DIRECTIONS FOR THIS TASK -
Could you filter the data below down to the lines that hold the word "Pascual"?

(Beginning of THE INPUT)

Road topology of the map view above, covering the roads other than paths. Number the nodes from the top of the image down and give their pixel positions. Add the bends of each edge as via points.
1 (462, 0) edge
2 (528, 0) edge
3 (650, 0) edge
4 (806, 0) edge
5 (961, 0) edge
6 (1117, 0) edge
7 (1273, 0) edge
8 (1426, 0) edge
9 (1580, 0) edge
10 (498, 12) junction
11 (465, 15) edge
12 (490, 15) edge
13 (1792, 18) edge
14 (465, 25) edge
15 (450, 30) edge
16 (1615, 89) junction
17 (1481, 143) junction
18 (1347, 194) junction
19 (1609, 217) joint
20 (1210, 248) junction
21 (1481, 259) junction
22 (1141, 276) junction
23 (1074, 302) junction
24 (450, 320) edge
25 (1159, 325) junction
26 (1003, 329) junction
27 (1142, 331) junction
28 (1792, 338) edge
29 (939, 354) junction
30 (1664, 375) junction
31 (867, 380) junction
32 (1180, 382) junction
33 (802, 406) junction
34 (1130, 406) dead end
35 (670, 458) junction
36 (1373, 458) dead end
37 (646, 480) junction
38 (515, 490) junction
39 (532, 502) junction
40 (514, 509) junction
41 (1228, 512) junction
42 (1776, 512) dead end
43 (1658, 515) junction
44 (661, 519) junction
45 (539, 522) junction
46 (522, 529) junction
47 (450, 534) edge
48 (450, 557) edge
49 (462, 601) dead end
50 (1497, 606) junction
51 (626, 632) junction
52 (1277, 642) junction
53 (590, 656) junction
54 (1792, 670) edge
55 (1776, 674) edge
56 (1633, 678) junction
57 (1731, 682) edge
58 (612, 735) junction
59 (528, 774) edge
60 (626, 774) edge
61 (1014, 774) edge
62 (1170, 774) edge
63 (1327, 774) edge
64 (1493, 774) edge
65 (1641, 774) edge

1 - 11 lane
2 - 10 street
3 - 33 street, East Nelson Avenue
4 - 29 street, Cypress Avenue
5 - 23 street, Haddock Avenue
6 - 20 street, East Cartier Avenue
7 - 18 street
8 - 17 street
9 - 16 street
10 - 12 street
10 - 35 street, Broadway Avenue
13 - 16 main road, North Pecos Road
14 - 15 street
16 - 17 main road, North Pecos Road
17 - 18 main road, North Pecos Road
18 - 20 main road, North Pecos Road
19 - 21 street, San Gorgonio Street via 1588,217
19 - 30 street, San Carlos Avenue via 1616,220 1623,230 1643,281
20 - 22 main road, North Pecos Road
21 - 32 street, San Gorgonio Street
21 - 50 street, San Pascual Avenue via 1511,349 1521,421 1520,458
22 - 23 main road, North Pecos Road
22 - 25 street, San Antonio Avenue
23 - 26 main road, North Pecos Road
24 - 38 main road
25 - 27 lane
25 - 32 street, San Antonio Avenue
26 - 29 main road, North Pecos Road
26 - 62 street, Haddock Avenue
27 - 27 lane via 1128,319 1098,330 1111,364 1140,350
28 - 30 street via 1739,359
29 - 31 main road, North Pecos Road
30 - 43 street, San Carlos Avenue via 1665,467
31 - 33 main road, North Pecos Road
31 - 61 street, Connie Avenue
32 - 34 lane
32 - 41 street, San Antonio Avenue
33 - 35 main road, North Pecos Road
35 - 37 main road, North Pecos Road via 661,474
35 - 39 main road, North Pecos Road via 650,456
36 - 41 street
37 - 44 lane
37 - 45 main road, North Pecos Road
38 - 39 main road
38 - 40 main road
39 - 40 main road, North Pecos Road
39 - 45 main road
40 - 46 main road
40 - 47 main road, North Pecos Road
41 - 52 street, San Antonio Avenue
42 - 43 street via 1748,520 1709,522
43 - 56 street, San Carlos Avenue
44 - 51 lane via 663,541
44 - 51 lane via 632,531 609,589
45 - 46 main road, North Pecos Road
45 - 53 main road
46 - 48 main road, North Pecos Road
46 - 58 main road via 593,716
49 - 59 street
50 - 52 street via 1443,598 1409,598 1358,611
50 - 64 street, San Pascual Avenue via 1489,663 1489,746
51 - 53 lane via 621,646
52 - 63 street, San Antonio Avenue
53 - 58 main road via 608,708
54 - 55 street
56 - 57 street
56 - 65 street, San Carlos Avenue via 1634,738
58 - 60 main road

(End of THE INPUT)

WRITTEN ANSWER -
21 - 50 street, San Pascual Avenue via 1511,349 1521,421 1520,458
50 - 64 street, San Pascual Avenue via 1489,663 1489,746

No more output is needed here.